Leave it be, warts and all.
for cricket it's more because the ball is thrown at such a pace that even when a player looks like they're in they could still be out (bat not planted on the ground when bails are removed).
Does anyone really care if they have to stay in a ground 6 minutes longer? It also allows the players to take on water/take instructions from the manager. I've yet to see compelling arguements against referals that doesn't include "i want to go home a bit earlier to do the hoovering my missus wanted me to do this morning"
Six minutes that means you miss the last train home?
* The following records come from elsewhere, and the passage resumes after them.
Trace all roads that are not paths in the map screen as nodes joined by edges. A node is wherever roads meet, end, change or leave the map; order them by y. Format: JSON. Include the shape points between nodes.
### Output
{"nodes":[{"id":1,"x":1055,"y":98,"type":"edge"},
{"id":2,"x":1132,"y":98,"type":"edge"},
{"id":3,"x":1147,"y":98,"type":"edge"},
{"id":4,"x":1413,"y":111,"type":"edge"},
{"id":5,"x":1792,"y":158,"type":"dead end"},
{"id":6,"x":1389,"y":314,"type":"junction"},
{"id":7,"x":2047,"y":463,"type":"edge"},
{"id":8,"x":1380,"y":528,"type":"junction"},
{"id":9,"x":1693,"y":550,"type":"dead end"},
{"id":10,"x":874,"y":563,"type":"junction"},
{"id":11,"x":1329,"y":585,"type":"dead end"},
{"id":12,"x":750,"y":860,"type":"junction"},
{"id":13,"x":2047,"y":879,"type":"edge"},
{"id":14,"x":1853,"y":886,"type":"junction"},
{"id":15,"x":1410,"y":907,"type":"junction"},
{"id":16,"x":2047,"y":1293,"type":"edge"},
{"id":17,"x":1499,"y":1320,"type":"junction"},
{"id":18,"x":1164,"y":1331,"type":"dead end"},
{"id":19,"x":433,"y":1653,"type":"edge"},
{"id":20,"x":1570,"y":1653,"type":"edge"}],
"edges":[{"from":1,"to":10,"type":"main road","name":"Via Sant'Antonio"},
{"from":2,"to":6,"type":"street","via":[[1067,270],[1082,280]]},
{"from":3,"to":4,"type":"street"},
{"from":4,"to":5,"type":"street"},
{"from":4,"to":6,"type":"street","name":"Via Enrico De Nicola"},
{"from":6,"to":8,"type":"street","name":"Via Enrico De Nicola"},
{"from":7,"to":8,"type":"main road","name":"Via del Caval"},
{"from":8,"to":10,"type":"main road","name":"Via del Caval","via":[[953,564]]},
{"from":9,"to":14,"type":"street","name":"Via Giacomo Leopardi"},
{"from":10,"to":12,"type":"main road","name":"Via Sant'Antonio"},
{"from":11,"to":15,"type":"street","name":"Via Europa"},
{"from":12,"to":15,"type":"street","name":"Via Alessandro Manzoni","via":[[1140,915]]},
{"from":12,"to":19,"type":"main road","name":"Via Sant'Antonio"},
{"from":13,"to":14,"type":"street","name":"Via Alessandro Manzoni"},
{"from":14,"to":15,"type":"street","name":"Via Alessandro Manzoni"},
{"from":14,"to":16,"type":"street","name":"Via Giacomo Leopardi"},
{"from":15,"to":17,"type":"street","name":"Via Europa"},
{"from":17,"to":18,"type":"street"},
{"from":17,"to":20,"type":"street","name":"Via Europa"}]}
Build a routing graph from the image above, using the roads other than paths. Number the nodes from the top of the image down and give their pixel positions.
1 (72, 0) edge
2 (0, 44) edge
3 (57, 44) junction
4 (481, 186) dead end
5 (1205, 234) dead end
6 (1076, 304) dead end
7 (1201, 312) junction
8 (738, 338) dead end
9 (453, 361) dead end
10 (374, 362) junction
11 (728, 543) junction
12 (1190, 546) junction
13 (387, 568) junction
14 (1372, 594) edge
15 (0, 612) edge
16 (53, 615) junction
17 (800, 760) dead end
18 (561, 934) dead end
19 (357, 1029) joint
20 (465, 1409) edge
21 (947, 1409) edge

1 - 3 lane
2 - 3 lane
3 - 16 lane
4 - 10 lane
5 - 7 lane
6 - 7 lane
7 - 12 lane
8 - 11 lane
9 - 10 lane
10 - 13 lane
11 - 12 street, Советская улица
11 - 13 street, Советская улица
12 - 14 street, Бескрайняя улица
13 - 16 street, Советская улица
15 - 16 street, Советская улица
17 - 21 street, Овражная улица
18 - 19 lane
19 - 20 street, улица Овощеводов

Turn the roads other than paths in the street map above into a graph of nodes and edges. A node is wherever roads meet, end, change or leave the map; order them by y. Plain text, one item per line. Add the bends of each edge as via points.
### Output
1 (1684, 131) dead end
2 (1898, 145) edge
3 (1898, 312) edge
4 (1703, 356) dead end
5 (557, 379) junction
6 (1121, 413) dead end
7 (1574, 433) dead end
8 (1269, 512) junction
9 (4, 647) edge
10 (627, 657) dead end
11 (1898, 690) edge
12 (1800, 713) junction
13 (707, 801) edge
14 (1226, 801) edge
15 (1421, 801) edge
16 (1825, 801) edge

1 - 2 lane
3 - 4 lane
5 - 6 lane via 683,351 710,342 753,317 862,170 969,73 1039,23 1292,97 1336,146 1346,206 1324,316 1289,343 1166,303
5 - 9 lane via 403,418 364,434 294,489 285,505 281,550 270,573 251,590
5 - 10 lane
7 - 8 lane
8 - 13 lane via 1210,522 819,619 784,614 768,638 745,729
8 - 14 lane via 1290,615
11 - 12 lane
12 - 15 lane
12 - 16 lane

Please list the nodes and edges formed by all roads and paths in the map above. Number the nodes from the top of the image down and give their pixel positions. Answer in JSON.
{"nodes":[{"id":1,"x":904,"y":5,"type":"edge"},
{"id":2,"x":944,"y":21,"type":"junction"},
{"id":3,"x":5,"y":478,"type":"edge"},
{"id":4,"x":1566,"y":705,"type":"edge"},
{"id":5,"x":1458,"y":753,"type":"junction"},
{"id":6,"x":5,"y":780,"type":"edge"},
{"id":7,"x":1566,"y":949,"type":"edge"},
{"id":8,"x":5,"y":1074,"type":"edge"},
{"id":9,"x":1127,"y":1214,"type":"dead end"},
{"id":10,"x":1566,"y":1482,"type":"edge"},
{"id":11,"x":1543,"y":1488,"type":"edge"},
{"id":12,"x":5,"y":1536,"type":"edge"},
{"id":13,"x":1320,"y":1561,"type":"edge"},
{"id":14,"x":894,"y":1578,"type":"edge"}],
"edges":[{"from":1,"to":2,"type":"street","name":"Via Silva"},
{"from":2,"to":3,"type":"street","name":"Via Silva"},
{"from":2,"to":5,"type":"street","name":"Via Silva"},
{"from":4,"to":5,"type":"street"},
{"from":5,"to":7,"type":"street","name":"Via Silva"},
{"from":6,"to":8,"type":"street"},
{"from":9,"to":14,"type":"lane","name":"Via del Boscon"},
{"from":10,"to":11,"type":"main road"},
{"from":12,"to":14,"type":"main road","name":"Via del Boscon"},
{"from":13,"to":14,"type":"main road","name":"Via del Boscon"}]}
I know that can happen now, but it would be more frequent - and I mentioned eighteen minutes, by the way KA...
The big argument all you people who want to turn the game on its head use is about getting it 100% right, what's the point in another bloke looking at a replay if when he tells the ref he thinks he got it wrong, the ref disagrees and the original decision stands, as you suggest? What's the point in referring it at all if the ref already has his opinion?
No sorry mate, nothing to convince me there.
As i said, there can be a situation where the batsman does not have his feet grounded behind the line and his batted ungrounded when it would look to the naked eye to probably be safe. It happens a lot more than you would think, it's simply a precautionary measure. Plus, it's not a referral by the team, it's by the umpire and was bought in a lot longer before team referals and doesn't count towards any team's referrals. There is no other measure bought in before hand in football that a referee would need constant reassurances about like run outs. Only having 1 or 2 referrals each side per game to contest a decision would be used very sparingly, like it is in cricket.
It's not turning the game on it's head, it's literally giving the referee's the technology that's already there, and is already displayed on big screens in every premier league stadium.
I think claiming that the referral system would mean that people would miss trains is clutching a straws frankly. This is the way that sport is going and football will eventually succum to the changes. You better start swimmin...
The opening Brazil game would have been utterly different, and far better, had technology spotted the cheating dive in the 70th minute. Football would have won in that case, and many others - hand of god anyone? Geoff Hurst's 'goal'. Teams (and countries) have wallowed for years after the injustice of events such as these. This is not good for the game and in this day and age, totally unnecessary.
An added bonus with referral systems is that players would be far less likely to dive/claim headbutts etc if they knew their actions would be reviewed.